9. The computer program product of claim 8, wherein each vehicle feature is associated with a feature weight and wherein the feature weight is automatically determined utilizing machine learning based on actual historical transactions collected by the vehicle data system.

10. The computer program product of claim 8, wherein the similarity vector is generated utilizing a linear scoring model.

11. The computer program product of claim 8, wherein the probability is generated utilizing a multinomial logistic regression model.

12. The computer program product of claim 8, wherein the set of vehicle features comprises continuous features and categorical features.

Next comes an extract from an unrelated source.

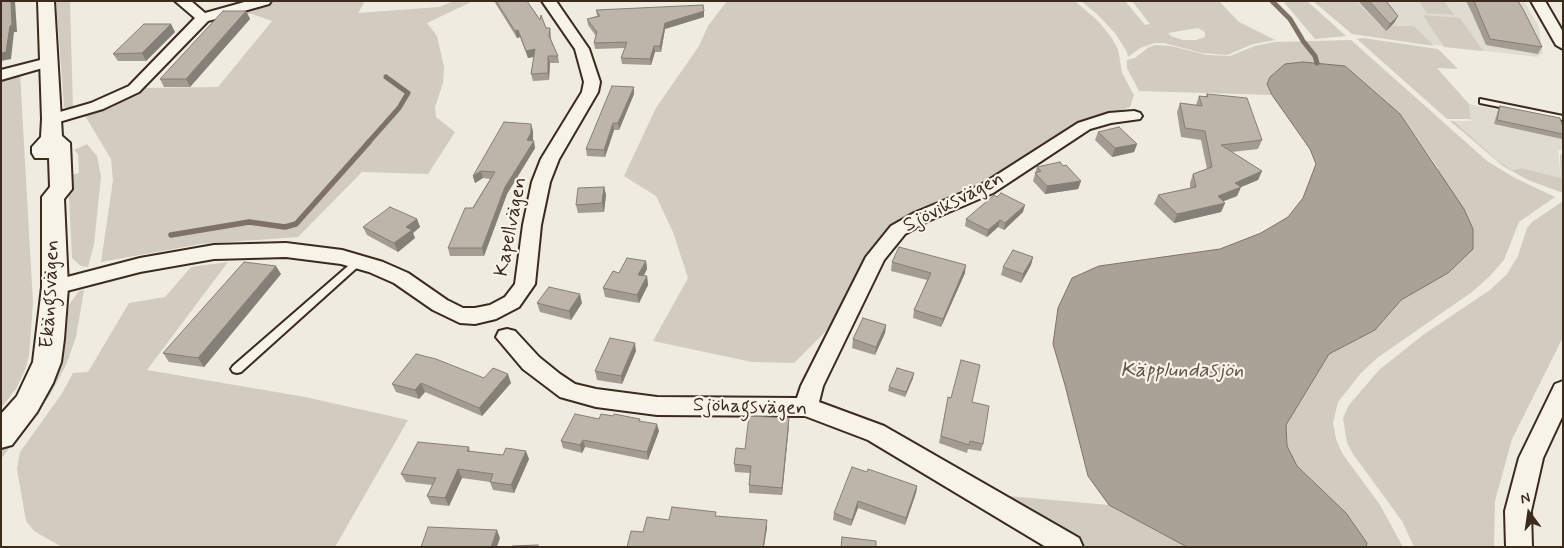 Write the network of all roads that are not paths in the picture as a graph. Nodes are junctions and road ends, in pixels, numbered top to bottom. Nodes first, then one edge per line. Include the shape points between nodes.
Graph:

13. The computer program product of claim 12, wherein each continuous feature is represented in a linear scoring model as a scaled continuous variable and wherein the scaled continuous variable is associated with asymmetric bias functions.

14. A method, comprising:

receiving, a vehicle data system embodied on at least one server machine communicatively connected to a client device over a network, a user query about vehicle features via a website;

based on the user query, transforming, by the vehicle data system, a set of vehicle features representing a user-configured vehicle;

generating, by the vehicle data system, a similarity vector for each inventory vehicle of a plurality of inventory vehicles, the similarity vector representing a measure of similarity between the user-configured vehicle and the each inventory vehicle in view of the set of vehicle features;

generating, by the vehicle data system, a probability for each inventory vehicle of the plurality of inventory vehicles, the probability representing a likelihood that the inventory vehicle is to be purchased by the user, given the user-configured vehicle and the similarity vector associated with the each inventory vehicle;

generating, by the vehicle data system, a score for each inventory vehicle of the plurality of inventory vehicles based on the similarity vector and the probability;

ranking, by the vehicle data system, each inventory vehicle of the plurality of inventory vehicles based on the score associated therewith;

generating, by the vehicle data system, a recommendation containing at least one top-ranked inventory vehicle of the plurality of inventory vehicles; and

responsive to the user query, presenting, by the vehicle data system, the recommendation to the user via a user interface of the website running on the client device.

15. The method according to claim 14, wherein each vehicle feature is associated with a feature weight and wherein the feature weight is automatically determined utilizing machine learning based on actual historical transactions collected by the vehicle data system.

16. The method according to claim 14, wherein the similarity vector is generated utilizing a linear scoring model.

17. The method according to claim 14, wherein the probability is generated utilizing a multinomial logistic regression model.

18. The method according to claim 14, wherein the set of vehicle features comprises continuous features and categorical features.

19. The method according to claim 18, wherein each continuous feature is represented in a linear scoring model as a scaled continuous variable.

20. The method according to claim 19, wherein the scaled continuous variable is associated with asymmetric bias functions.